Directions for this task:
The copy should hold only the line containing "ring pip: (336, 263)" and the lines after it through the end of the material, each exact, with no pictures.

Material provided:

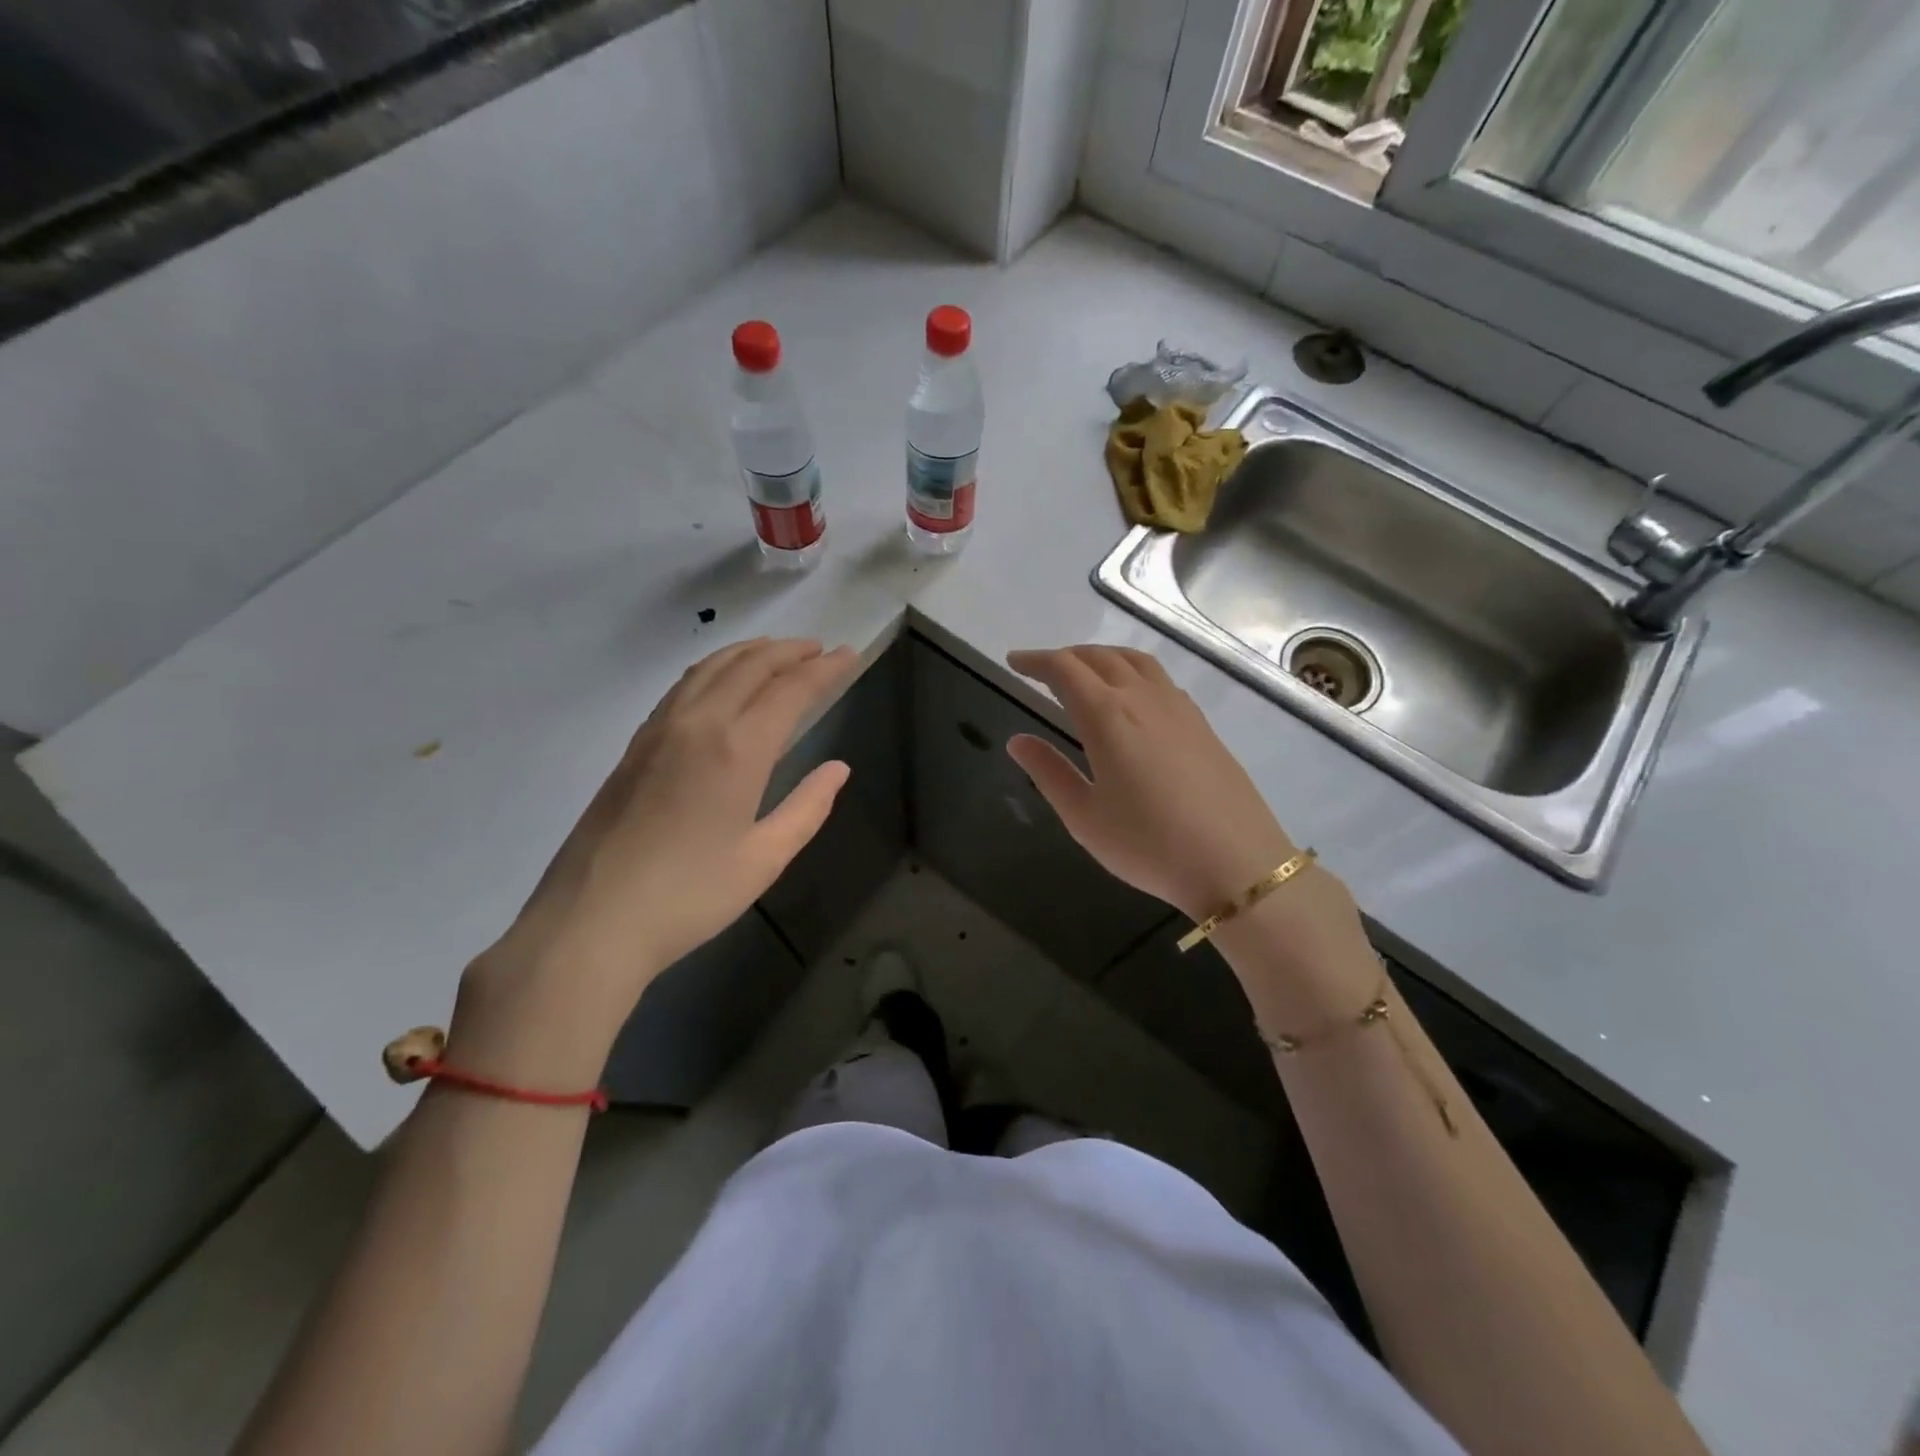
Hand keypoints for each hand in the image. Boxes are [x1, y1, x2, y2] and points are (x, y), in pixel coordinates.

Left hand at [456, 639, 854, 1077]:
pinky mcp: (636, 744)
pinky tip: (721, 680)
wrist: (591, 921)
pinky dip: (714, 668)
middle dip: (790, 650)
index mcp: (738, 749)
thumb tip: (838, 769)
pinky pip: (684, 685)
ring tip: (778, 652)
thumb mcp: (764, 859)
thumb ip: (807, 808)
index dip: (824, 669)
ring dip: (750, 652)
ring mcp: (661, 729)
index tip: (849, 654)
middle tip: (820, 648)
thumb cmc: (689, 896)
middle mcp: (699, 723)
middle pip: (750, 665)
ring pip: (711, 667)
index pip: (790, 689)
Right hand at [1004, 645, 1298, 920]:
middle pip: (1099, 657)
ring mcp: (1178, 708)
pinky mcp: (1202, 724)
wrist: (1236, 864)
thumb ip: (1048, 772)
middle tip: (1042, 670)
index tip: (1014, 662)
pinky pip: (1160, 679)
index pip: (1064, 669)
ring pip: (1135, 660)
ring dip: (1102, 657)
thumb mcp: (1084, 817)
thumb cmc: (1149, 845)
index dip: (1035, 661)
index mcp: (1106, 716)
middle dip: (1065, 657)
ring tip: (1085, 673)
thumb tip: (1018, 741)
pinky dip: (1133, 672)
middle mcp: (1142, 698)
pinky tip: (1132, 698)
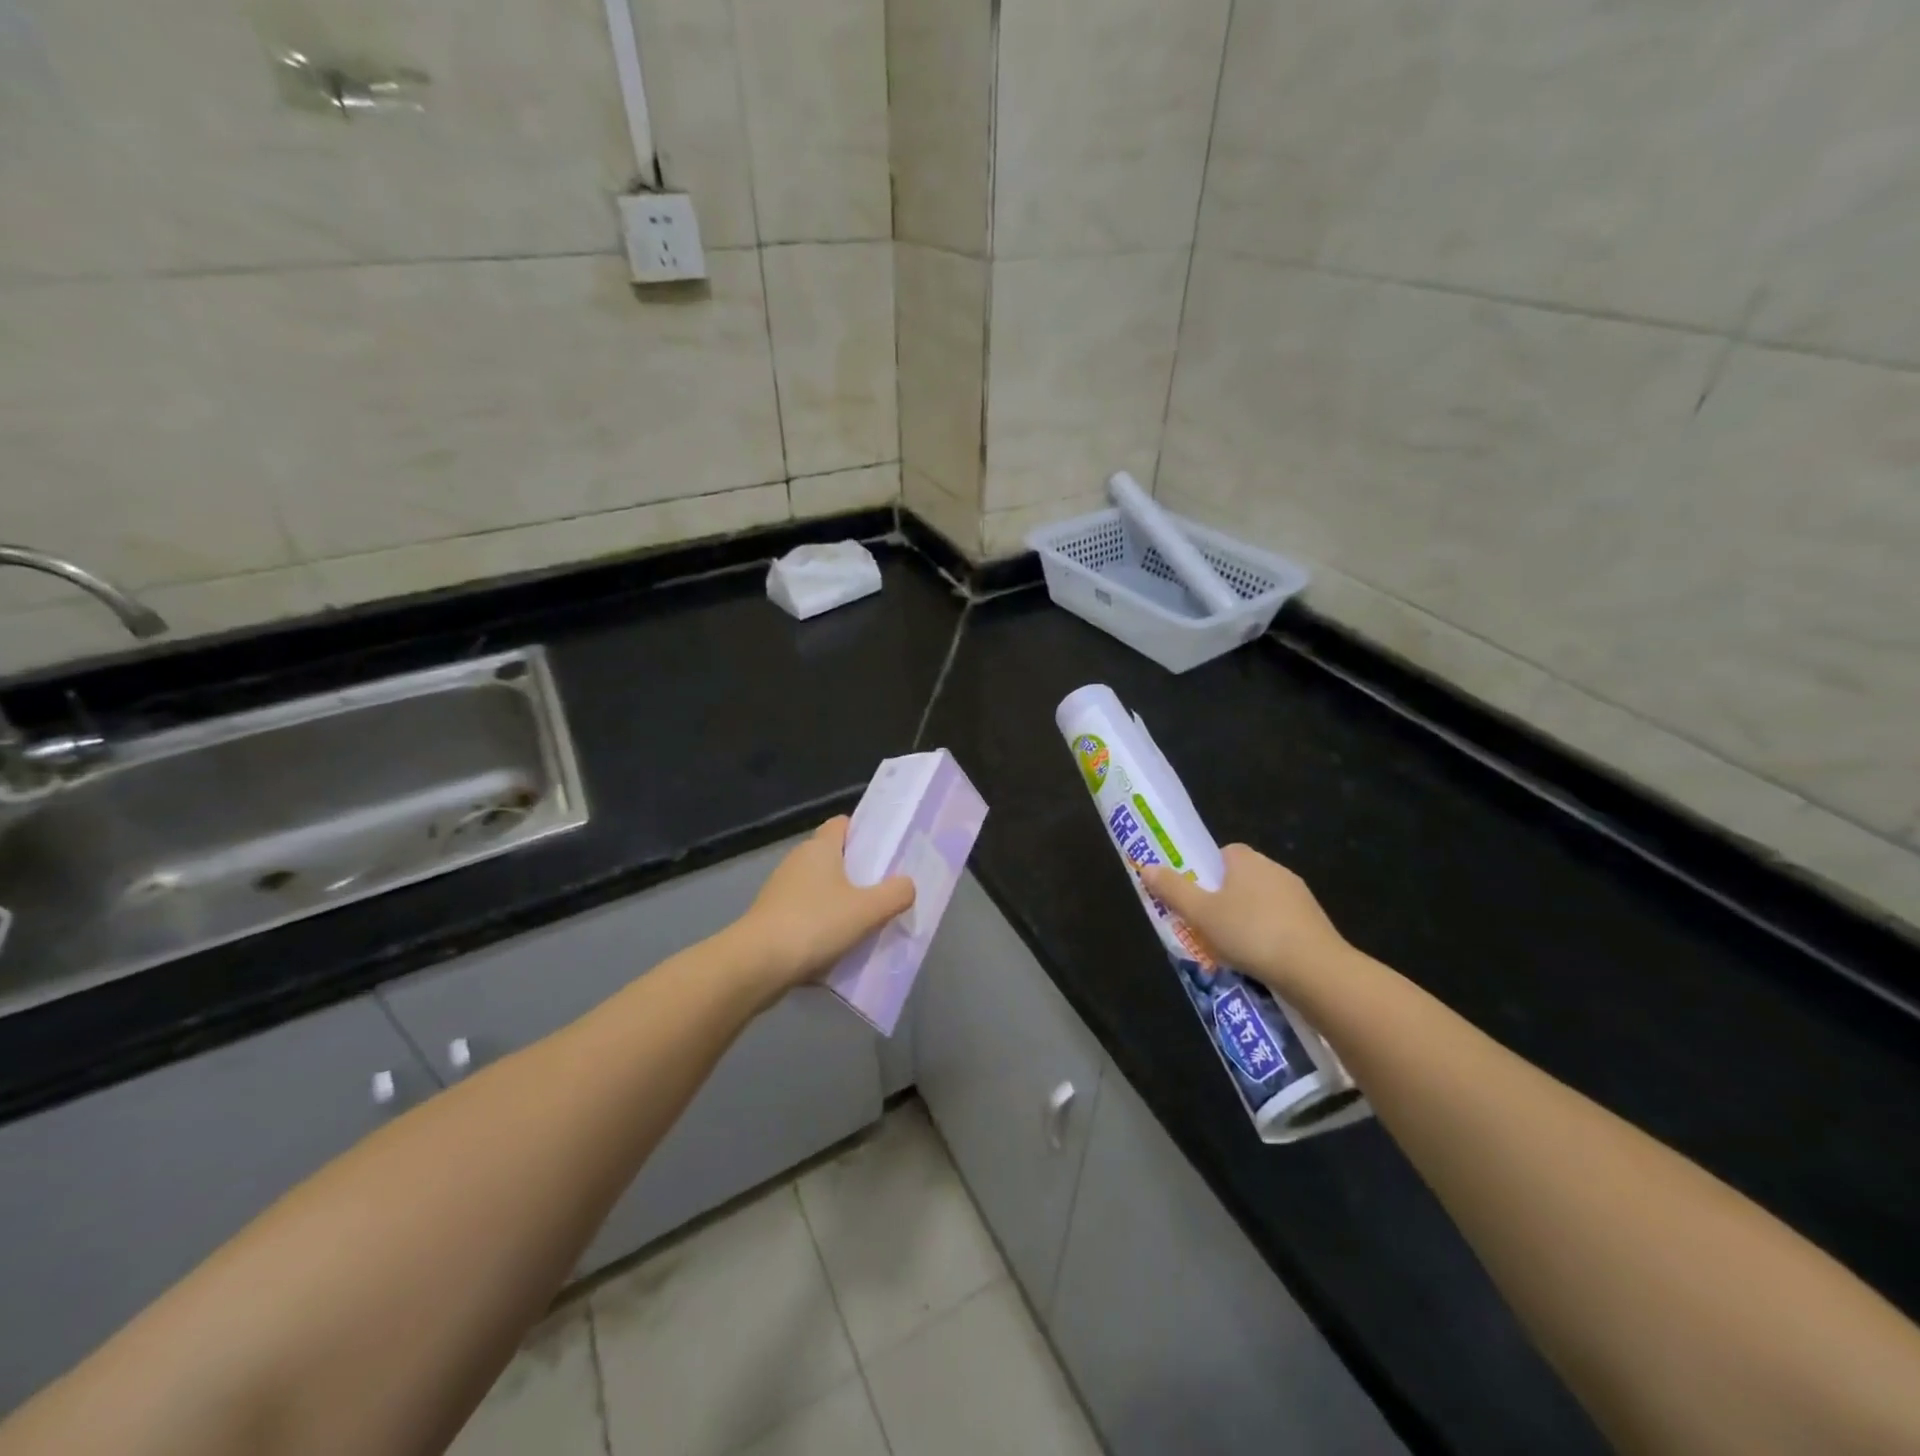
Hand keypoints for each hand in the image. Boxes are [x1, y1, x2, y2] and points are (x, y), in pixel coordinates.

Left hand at [732, 817, 915, 994]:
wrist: (756, 964)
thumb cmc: (814, 924)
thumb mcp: (867, 909)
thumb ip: (895, 894)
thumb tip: (908, 885)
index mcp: (820, 848)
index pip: (843, 824)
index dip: (864, 833)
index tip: (886, 850)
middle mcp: (798, 861)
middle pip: (835, 858)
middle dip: (860, 872)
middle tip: (886, 890)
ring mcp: (781, 890)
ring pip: (821, 889)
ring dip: (842, 902)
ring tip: (868, 922)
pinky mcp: (773, 918)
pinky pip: (808, 914)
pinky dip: (824, 925)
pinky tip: (840, 946)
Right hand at [1138, 845, 1353, 1000]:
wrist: (1315, 970)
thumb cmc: (1250, 933)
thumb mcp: (1201, 913)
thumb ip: (1173, 890)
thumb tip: (1146, 867)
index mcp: (1247, 860)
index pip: (1223, 853)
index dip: (1207, 872)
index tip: (1197, 896)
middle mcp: (1276, 869)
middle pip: (1242, 878)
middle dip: (1226, 899)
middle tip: (1207, 926)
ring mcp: (1300, 897)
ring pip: (1263, 902)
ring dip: (1249, 920)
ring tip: (1232, 950)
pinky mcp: (1316, 924)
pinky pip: (1283, 924)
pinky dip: (1270, 937)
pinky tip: (1260, 961)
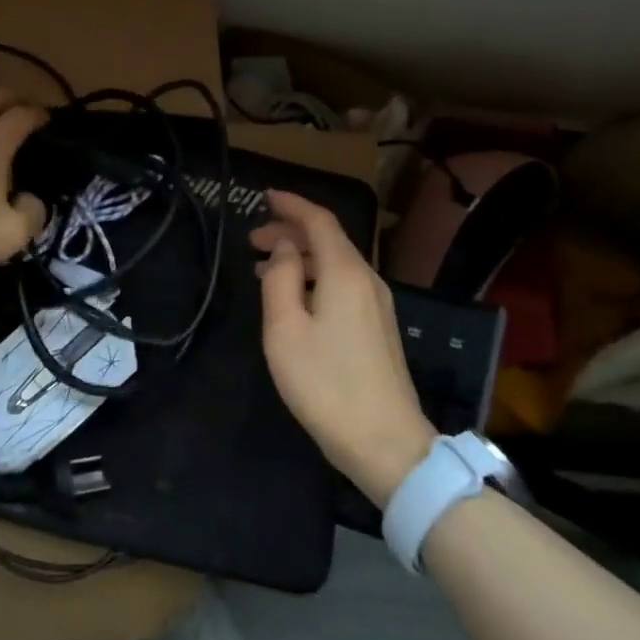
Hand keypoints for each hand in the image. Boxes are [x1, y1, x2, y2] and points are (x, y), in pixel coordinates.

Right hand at [252, 191, 435, 506]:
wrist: (386, 443)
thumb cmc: (326, 383)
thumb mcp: (286, 329)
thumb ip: (281, 279)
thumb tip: (285, 249)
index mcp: (345, 272)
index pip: (319, 220)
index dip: (292, 204)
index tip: (265, 196)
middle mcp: (367, 279)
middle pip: (329, 240)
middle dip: (291, 232)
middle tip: (253, 239)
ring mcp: (377, 305)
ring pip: (336, 263)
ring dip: (301, 257)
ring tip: (265, 266)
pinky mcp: (377, 328)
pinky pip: (343, 285)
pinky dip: (315, 278)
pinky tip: (294, 297)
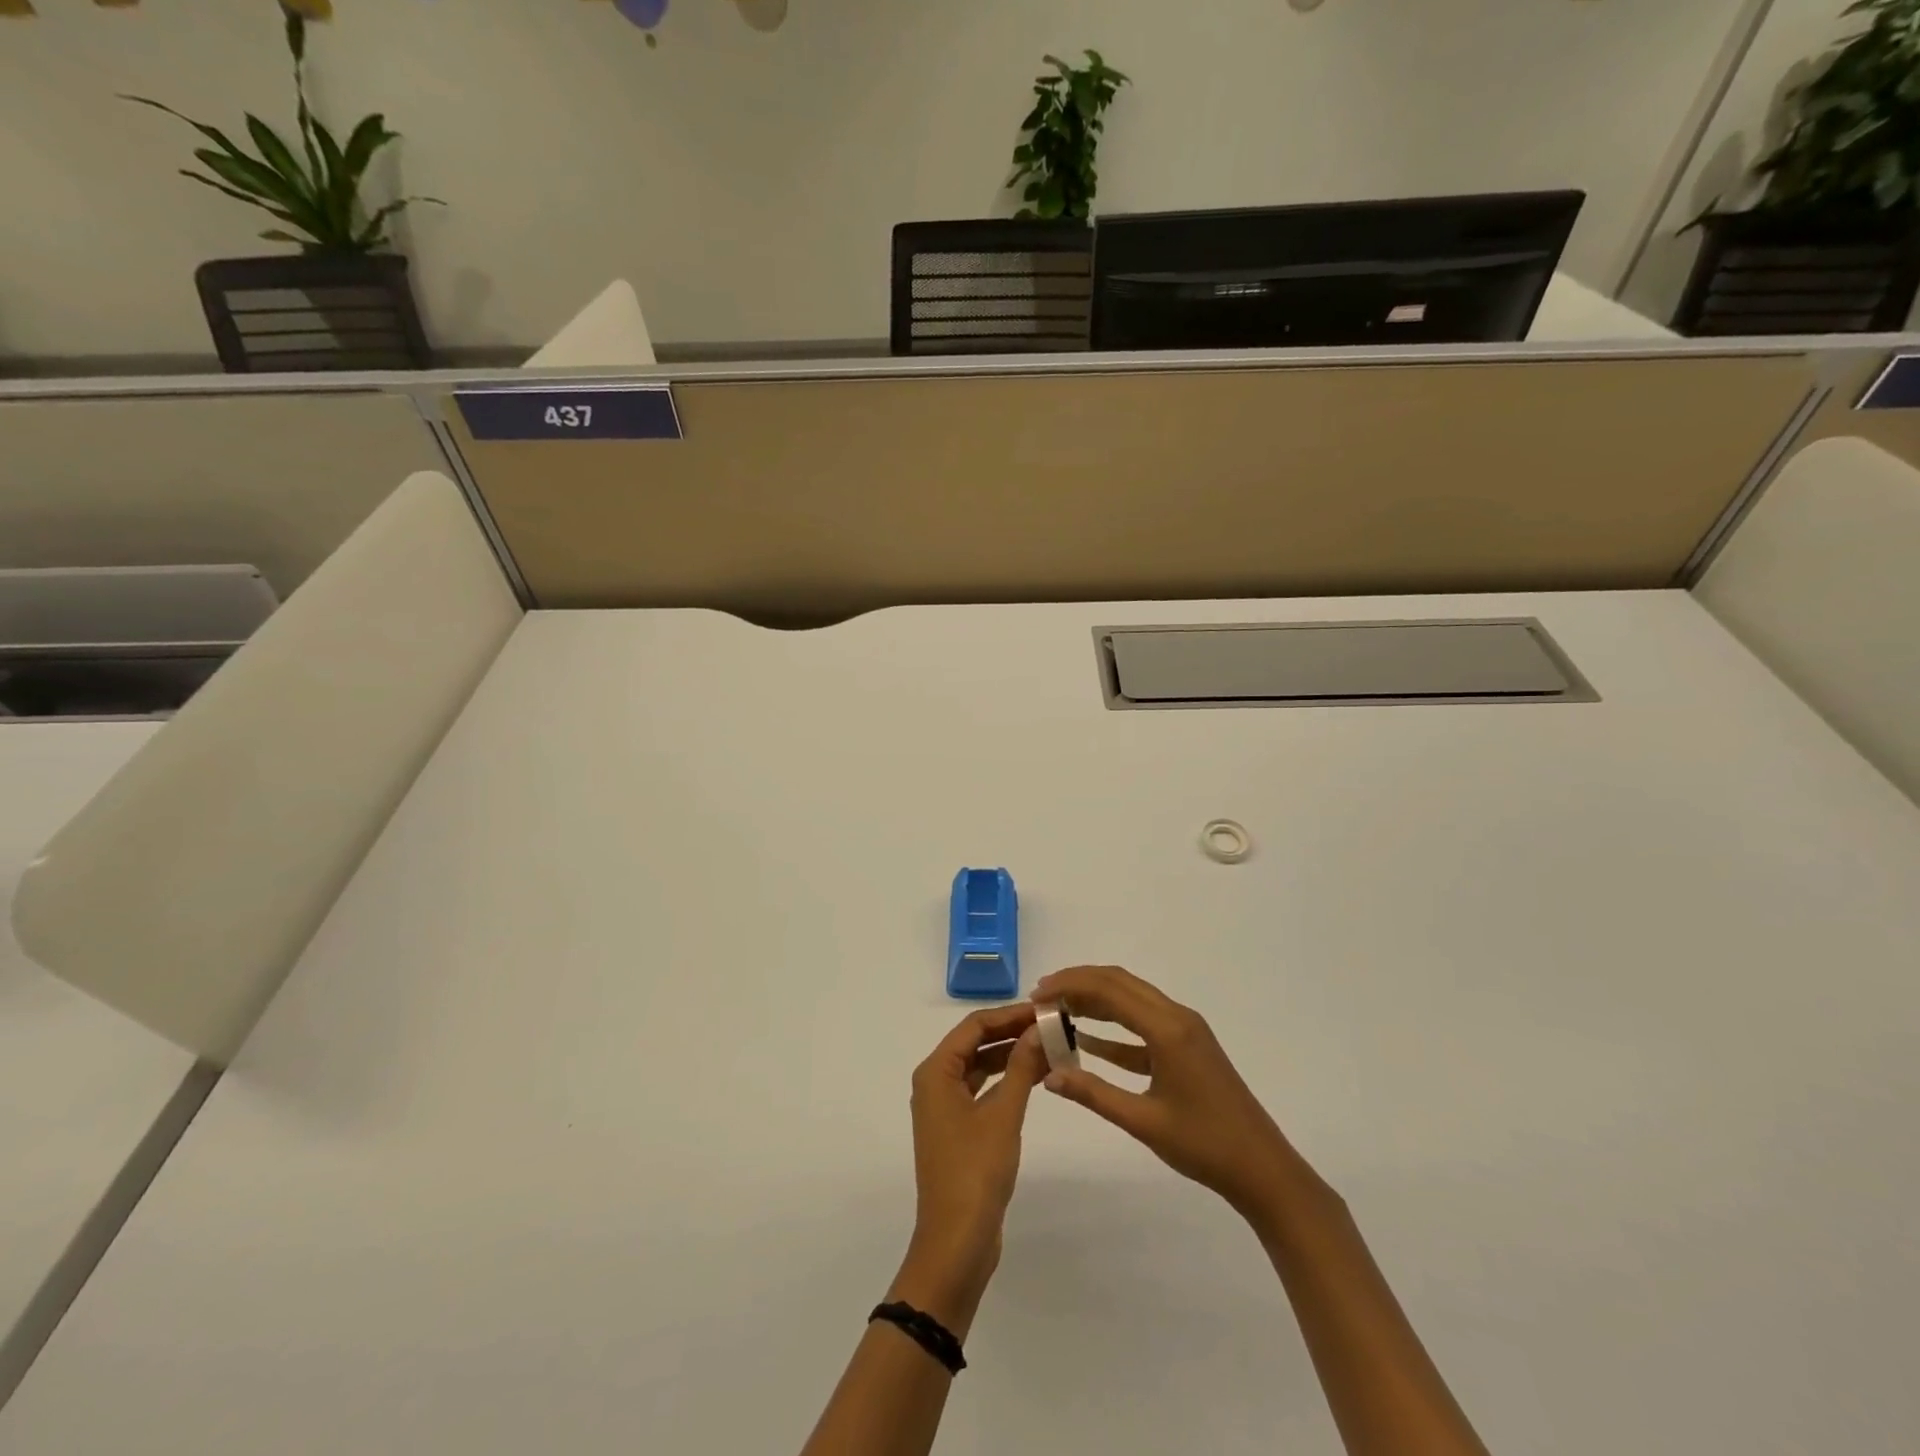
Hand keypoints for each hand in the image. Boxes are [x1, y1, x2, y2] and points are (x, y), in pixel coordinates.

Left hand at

Task solution:
ring pip: (336, 263)
ring dip: (301, 257)
ring tip: (265, 266)
pinky mcp: (377, 328)
pinky pip: (343, 285)
pinky dip: (315, 278)
pinky tip: (294, 297)
Hand keypoints for each hand in the image. Boxes are [x1, y1, x2, y2] and points are (x, y), in pixel coordinates.

Left hand at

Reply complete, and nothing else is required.